"Pro golf is approaching its own mental health reckoning"

There’s a lot to take in via Daniel Rapaport’s GolfDigest.com story on pro golf “approaching a mental health reckoning”, including some frank disclosures from players and predictions of mental health becoming a big topic in years to come.

But this stood out from Dr. Michael Lardon, a clinical psychiatrist “who has worked with Phil Mickelson, David Duval, Will Zalatoris and dozens of other tour professionals.”

Rapaport writes:

But meditating and blocking Twitter only go so far if there is a chemical imbalance in the brain. A growing number of tour players are seeking professional help not only from the types of sports psychologists that have hung around the tour for decades, but from medical doctors like Dr. Lardon, who can diagnose psychiatric conditions and prescribe medication to treat them.
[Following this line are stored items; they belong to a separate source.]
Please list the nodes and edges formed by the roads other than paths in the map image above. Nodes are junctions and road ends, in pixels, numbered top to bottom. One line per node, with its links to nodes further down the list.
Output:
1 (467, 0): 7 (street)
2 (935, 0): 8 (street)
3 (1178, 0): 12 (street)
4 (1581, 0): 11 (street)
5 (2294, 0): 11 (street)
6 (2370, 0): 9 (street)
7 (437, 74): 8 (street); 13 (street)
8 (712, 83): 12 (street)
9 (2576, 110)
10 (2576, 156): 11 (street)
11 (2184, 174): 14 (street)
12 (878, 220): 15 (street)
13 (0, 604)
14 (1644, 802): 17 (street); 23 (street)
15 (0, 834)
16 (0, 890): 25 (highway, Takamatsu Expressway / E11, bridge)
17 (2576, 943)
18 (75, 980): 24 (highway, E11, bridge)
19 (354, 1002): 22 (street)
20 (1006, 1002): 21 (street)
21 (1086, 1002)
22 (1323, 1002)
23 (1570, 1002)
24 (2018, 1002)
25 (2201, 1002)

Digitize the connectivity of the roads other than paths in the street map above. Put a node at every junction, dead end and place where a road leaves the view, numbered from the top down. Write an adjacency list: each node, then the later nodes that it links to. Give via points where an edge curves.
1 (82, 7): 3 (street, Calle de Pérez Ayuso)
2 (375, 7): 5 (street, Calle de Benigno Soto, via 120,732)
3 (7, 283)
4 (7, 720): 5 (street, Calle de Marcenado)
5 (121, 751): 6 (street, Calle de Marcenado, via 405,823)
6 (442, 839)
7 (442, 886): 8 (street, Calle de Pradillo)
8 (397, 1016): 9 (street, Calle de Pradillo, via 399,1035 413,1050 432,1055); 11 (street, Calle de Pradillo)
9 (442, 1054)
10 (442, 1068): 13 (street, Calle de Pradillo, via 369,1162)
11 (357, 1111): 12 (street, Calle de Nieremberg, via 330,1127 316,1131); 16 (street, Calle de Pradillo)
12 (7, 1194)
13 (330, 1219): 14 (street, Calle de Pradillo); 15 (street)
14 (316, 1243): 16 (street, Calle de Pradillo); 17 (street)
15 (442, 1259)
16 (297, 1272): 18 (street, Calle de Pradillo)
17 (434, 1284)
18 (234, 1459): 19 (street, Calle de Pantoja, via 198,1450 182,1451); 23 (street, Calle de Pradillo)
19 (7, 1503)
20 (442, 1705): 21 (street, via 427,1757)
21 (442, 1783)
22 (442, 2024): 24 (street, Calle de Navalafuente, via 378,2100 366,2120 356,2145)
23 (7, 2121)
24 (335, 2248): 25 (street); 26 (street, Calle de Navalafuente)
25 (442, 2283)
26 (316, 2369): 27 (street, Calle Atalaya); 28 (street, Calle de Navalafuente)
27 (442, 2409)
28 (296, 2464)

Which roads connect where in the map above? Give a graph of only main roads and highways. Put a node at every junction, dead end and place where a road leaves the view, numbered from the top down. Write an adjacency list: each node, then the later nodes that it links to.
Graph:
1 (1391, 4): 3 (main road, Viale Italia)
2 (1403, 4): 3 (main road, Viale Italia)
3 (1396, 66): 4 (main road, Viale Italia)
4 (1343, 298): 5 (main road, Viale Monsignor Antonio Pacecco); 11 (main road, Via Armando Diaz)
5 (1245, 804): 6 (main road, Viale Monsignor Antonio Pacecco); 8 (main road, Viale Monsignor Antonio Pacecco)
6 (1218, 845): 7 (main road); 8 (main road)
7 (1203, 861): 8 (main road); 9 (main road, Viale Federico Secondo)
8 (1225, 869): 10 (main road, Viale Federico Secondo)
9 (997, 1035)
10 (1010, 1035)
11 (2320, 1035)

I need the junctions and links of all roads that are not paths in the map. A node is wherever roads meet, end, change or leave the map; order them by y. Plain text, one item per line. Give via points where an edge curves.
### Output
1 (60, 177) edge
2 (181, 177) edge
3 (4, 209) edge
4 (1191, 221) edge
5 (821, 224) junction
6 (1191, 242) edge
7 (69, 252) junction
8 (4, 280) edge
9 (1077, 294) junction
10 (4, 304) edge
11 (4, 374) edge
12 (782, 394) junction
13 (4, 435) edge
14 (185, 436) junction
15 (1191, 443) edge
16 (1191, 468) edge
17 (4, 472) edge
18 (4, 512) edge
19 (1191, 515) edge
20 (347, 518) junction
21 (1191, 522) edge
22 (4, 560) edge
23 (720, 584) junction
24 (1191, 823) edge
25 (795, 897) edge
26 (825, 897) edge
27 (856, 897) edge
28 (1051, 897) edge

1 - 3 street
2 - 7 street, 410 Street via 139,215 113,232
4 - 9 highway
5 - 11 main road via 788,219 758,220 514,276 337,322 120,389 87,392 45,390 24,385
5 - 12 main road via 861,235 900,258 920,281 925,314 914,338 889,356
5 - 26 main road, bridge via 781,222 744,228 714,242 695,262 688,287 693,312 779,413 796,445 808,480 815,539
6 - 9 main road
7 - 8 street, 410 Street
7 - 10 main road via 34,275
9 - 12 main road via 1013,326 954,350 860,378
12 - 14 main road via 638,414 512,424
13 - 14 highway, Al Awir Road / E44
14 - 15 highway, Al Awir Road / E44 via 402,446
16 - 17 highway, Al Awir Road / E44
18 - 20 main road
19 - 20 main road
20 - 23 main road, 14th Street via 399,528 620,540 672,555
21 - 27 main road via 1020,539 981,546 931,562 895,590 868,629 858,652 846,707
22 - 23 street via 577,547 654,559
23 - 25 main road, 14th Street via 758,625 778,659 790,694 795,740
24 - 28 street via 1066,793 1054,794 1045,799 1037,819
“There’s a number on the men’s tour that I help,” says Dr. Lardon, “but we never talk about it. There are some super-high-profile golfers, and ones in the past, that are on medication. And what does the media say? They say what the player’s PR person or agent says. I hurt my back. I got dizzy. I wish more would come out and just be honest about what’s happening, but it’s not my place.”

Of course it’s understandable he wants to normalize the disclosure of mental health issues to help the greater good, but it’s ridiculous to expect media to draw this out of players. It has to come from them.